Wayfaring Home, Inc. v. Ward, 301 N.C. 518 (1980)

Dec. 2, 1980 · Supreme Court of North Carolina · No. 66
301 N.C. 518

THE WAYFARING HOME, INC. and HAROLD L. SPRINKLE, Individually and as President of the Wayfaring Home, Inc. v. CHARLES WARD and Wife, REBECCA WARD

No. 66

(Filed 2 December 1980)

Appeal and Error § 64— evenly divided court — decision affirmed — no precedent

Where one member of the Supreme Court did not participate in the consideration or decision of a case and the remaining six justices are equally divided, the decision of the Court of Appeals is affirmed without becoming a precedent.

Justice Brock did not participate in the consideration or decision of this case.

ON discretionary review of the unpublished decision of the Court of Appeals, 45 N.C. App. 555, 263 S.E. 2d 376 (1980), which reversed the judgment of Ferrell, J., entered at the February 1979 Civil Session of MCDOWELL Superior Court.

In their complaint plaintiffs allege that on 23 May 1977 the corporate plaintiff entered into a written option contract with defendant to purchase certain real property; that the purchase price of $55,000 was to be paid by 1 September 1977; that on 15 August 1977 plaintiffs notified defendants of their intent to exercise the option and made a payment of $10,000; that the parties agreed to extend the time for payment of the remaining amount to 1 October 1977; that prior to 1 October 1977 plaintiffs were notified by defendants that they would not convey the property and would not refund the $10,000.00. Plaintiffs prayed for specific performance plus interest on the $10,000 or payment of the $10,000 plus interest.

In their answer defendants admitted executing the option contract and admitted that a check for $10,000 had been given to them by plaintiffs; they denied that plaintiffs had given notice of an intention to exercise the option.

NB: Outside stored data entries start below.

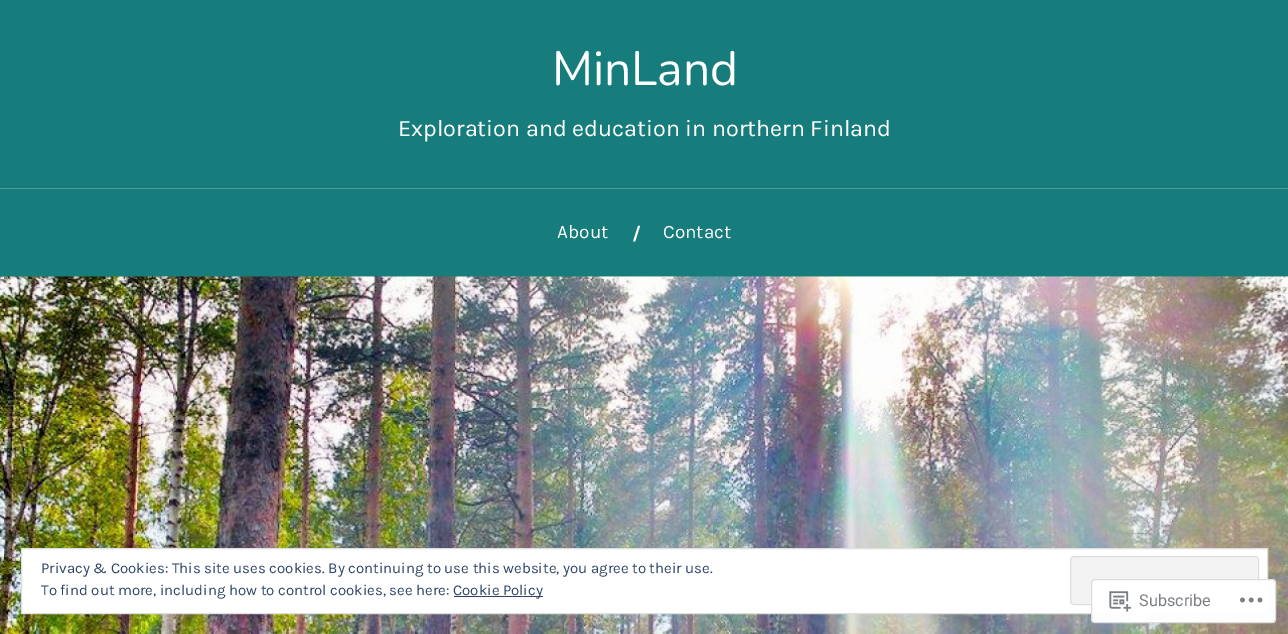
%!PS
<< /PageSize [1288 634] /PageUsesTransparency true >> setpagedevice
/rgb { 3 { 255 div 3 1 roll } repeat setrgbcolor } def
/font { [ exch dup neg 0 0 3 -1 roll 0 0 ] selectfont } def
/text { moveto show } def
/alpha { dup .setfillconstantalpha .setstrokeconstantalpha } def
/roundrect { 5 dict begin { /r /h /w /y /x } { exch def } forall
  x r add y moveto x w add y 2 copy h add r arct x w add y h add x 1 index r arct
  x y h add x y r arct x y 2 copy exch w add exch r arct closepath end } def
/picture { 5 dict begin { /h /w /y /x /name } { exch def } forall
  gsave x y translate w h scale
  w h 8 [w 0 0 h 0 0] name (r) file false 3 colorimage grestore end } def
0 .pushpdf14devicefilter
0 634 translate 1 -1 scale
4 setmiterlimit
22 124 124 rgb
0 0 1288 634 rectfill
82 153 153 rgb
0 188 1288 1 rectfill
(img_01.rgb) 0 276 1288 358 picture
255 255 255 rgb
21.5 548.5 moveto 1246 0 rlineto 0 65 rlineto -1246 0 rlineto closepath gsave fill grestore
222 222 222 rgb
stroke
243 243 243 rgb
1070.5 556.5 188 48 3.5 roundrect gsave fill grestore
222 222 222 rgb
stroke
46 68 103 rgb
454 596 89 1 rectfill
0.98 alpha
255 255 255 rgb
1091 579 185 44 4 roundrect fill
220 220 222 rgb
1091.5 579.5 184 43 3.5 roundrect stroke
1 alpha
(img_02.rgb) 1109 591 22 21 picture
(img_03.rgb) 1240 597 23 6 picture
/Nunito-ExtraLight 48 font
255 255 255 rgb
(MinLand) 552 85 text
/Karla-Regular 23.4 font
(Exploration and education in northern Finland) 398 136 text
/Karla-Regular 19 font
(About) 557 238 text
/Karla-Bold 19 font
(/) 632 240 text
/Karla-Regular 19 font
(Contact) 663 238 text
/Karla-Regular 15 font
46 68 103 rgb
(Privacy & Cookies: This site uses cookies. By continuing to use this website, you agree to their use.) 41 573 text
(To find out more, including how to control cookies, see here:) 41 595 text
(Cookie Policy) 453 595 text
/Roboto-Regular 16.25 font
123 127 132 rgb
(Subscribe) 1139 606 text
.poppdf14devicefilter showpage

They further alleged that plaintiff Sprinkle had told them that he would hot be able to raise the purchase price by the option deadline and that the $10,000 was consideration for extending the option as well as partial payment on the purchase price; and that they had remained willing and able to convey the property upon the tender of the remainder of the purchase price.

The parties presented evidence which substantially supported *519their respective pleadings. However, plaintiffs’ and defendants’ evidence tended to show that plaintiffs at no time tendered the balance of the purchase price and demanded conveyance of the property. Defendants’ evidence further showed that when plaintiffs paid the $10,000, they were assured that the balance of the purchase price would be forthcoming; and that they (defendants) made a deposit of $3,800 or $4,000 on a home in Florida, which deposit they lost when plaintiffs failed to purchase the property in question.

The issues submitted to the jury by the trial court included the following:

(2) Did the parties enter into an agreement by the terms of which the defendants granted to the plaintiff an extension of the terms of the original written option?

(3) If so, did the parties intend that all or any portion of the $10,000 payment by plaintiff to defendants would constitute a partial payment toward the purchase price of the property and that failure to exercise such option would result in defendants refunding or returning to the plaintiff any or all of such sum?

The jury answered these two issues in the affirmative and awarded plaintiffs $8,000.00. The trial court entered judgment predicated on the verdict.

The Court of Appeals reversed the trial court’s judgment, holding that defendants’ motion for directed verdict should have been allowed. This court allowed plaintiffs’ petition for discretionary review pursuant to G.S. 7A-31.

Dameron & Burgin, by E. Penn Dameron, Jr., for plaintiff-appellants.

Carnes and Little, P. A., by Everette C. Carnes, for defendant-appellees.


Justice Brock, being absent because of an extended illness, did not participate in the consideration and decision of this case. The justices are equally divided as to whether the decision of the Court of Appeals should be affirmed or reversed. Chief Justice Branch and Justices Britt and Carlton vote to affirm; Justices Huskins, Copeland and Exum vote to reverse. Therefore, in accordance with our *520practice, the decision of the Court of Appeals is left undisturbed without precedential value. Starr v. Clapp, 298 N.C. 275, 258 S.E. 2d 348 (1979); Mortgage Company v. Real Estate, Inc., 297 N.C. 696, 256 S.E. 2d 688 (1979); Townsend v. Railway Company, 296 N.C. 246, 249 S.E. 2d 801 (1978); and State v. Johnson, 286 N.C. 331, 210 S.E. 2d 260 (1974).


Justice BROCK did not participate in the consideration and decision of this case.